If you haven't played through Journey yet, stop reading this now. Just stop. Go away, play it, and come back to this blog when you can. This game is too beautiful and well crafted for me to spoil even the smallest aspect of it, and I don't want that blood on my hands.
I picked it up on launch day and played it the next evening. It blew me away like I never imagined it would. I'd skimmed the Destructoid review, and I remembered only two things from it: there is sand, and you meet another traveler. While both of those things are true, I was totally unprepared for the range of emotions I felt as I played through.
Within my first 5 minutes, I was hooked. I walked through the sand and stared, hypnotized, by the way the grains shuffled around and away from my spindly legs. Climbing to the top of a dune, I stood there for a while, watching that obdurate wind pushing me back. As I stepped back onto this side of the dune, my person slid gracefully down: my first glimpse of exhiliration abundant in the rest of the game.

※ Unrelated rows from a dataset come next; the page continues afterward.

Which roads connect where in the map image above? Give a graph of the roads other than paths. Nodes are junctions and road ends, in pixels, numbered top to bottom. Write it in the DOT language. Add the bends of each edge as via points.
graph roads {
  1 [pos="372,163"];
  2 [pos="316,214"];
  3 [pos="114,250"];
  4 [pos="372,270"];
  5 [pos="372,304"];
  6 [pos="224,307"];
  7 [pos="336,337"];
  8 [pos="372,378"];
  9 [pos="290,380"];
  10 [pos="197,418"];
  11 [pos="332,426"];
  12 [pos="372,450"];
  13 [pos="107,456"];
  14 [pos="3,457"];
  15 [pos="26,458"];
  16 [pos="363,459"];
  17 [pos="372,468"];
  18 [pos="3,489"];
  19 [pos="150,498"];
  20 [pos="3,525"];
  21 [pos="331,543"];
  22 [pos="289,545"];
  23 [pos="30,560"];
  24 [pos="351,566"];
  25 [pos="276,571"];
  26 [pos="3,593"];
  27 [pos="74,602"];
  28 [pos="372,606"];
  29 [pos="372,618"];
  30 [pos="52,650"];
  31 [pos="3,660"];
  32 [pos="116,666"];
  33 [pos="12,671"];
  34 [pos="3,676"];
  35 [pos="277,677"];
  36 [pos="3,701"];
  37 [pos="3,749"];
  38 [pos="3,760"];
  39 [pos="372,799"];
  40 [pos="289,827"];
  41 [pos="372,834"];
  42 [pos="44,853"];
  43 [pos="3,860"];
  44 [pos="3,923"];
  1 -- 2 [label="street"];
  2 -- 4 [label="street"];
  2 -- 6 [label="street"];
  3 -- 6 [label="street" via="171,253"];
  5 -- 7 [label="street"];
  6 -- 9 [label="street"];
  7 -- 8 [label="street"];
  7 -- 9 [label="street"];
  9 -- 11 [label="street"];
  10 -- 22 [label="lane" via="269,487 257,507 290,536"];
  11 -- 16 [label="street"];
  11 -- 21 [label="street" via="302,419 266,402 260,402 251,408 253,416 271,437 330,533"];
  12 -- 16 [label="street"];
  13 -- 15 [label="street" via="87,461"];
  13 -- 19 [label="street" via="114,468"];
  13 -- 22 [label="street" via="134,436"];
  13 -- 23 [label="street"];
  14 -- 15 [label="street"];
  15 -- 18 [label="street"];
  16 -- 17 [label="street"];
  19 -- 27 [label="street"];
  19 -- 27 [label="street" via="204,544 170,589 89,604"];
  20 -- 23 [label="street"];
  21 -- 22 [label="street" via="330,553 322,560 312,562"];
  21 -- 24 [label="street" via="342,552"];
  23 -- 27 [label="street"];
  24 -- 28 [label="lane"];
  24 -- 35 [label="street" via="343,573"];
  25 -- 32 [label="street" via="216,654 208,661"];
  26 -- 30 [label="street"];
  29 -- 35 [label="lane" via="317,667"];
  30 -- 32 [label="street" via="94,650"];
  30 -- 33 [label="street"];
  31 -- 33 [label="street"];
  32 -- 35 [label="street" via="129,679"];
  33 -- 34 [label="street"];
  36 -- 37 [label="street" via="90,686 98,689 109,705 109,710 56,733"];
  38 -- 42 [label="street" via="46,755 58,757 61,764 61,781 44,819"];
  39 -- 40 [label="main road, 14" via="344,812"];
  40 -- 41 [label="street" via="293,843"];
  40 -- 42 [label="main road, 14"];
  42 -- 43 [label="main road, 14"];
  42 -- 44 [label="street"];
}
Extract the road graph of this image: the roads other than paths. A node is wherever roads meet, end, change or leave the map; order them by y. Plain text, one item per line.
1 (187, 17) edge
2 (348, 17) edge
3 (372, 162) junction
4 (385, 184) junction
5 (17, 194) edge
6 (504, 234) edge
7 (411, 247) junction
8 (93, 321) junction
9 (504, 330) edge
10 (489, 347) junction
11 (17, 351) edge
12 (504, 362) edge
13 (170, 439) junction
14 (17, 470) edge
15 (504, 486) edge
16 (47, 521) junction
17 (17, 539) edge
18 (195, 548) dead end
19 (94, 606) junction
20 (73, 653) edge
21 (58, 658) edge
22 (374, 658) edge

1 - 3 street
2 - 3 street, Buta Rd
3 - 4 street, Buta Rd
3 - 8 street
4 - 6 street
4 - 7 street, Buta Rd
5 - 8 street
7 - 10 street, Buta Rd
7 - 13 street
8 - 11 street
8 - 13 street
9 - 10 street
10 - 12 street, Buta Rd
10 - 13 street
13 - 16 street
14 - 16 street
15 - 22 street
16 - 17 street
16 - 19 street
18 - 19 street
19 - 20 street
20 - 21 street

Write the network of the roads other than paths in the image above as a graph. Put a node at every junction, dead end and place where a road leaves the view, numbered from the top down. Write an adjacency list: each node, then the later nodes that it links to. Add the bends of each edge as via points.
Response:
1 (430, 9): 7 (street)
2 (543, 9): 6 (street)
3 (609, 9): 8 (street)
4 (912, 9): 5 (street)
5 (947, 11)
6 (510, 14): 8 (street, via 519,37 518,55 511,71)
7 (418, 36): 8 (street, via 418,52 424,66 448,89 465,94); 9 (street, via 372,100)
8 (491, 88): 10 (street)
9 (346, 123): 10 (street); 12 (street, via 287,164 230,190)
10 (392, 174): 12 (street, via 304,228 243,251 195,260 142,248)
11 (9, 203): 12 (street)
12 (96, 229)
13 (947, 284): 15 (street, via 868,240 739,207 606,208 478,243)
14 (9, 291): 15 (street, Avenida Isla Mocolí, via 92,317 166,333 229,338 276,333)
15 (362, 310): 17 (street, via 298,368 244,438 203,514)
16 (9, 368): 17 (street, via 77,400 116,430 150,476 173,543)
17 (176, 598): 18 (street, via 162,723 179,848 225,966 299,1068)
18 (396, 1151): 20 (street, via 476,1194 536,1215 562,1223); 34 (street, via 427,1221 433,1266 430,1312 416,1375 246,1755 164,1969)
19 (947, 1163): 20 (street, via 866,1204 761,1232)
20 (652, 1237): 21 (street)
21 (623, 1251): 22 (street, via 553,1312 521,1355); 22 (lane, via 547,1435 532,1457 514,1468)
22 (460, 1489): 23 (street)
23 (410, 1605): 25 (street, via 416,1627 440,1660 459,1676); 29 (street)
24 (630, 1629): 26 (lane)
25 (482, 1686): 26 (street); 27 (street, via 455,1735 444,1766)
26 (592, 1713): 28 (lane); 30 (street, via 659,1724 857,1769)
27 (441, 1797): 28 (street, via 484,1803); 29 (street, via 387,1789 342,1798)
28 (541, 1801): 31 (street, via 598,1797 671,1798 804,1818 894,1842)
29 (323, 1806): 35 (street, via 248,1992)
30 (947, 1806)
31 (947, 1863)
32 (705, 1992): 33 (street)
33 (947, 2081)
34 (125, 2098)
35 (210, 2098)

Stepping outside the game for just a second, I noticed how well it drew my attention to the next thing to go do: a lone feature on the top of a nearby dune. Subtle, not breaking immersion (except for overthinkers like me).
The whole game changes, of course, when you meet your companion. As I said, I'd heard this from the review, but I wondered how they would achieve it. Clearly, this game wouldn't have a matchmaking lobby or anything like that. It would be disguised, I knew.
I entered the area where you build several of those carpet bridges. It was basically at this time that I discovered I could tap the circle button to chirp quickly (as opposed to holding it down for that "shout"). I was merrily jamming on this button as I drifted down to the ground. Something caught the corner of my eye. Is that... is that another person? They were just milling around, now chirping back since they heard me.
Of course I ran right over and we started bonding. We walked around, visiting the various features in the area. Thinking about it, the design of this matchmaking is utterly brilliant. They give you a large area with several similar tasks, which necessarily take you many minutes to complete, due to travel time if nothing else. At any point in here, a second person can join and chip in to finish the tasks. I'm not sure I've ever seen such a complicated game implementation detail disguised so elegantly.
My companion and I, we stuck together the whole while, flitting to each carpet thing to activate it. At times, one of us would break away with a series of chirps and lead the other to one of those glowing scarf powerup things. With nearly no communication whatsoever, we just naturally fell into exactly what the game wanted us to do. In the absence of a pathological troll, I imagine this simple, team-building interaction to be the natural progression at this point. The way they steer you towards it is, once again, very smart.
For quite a long time, neither my companion nor I would jump or float, because the game had made us to understand that the limited scarf power is something of a precious commodity, to be hoarded in the way that gamers do. Eventually I experimented and found that being in close proximity to my companion mutually recharged both of us. I tried to convey this discovery to my partner by heedlessly jumping and recharging by him, but I don't think he got it until much later.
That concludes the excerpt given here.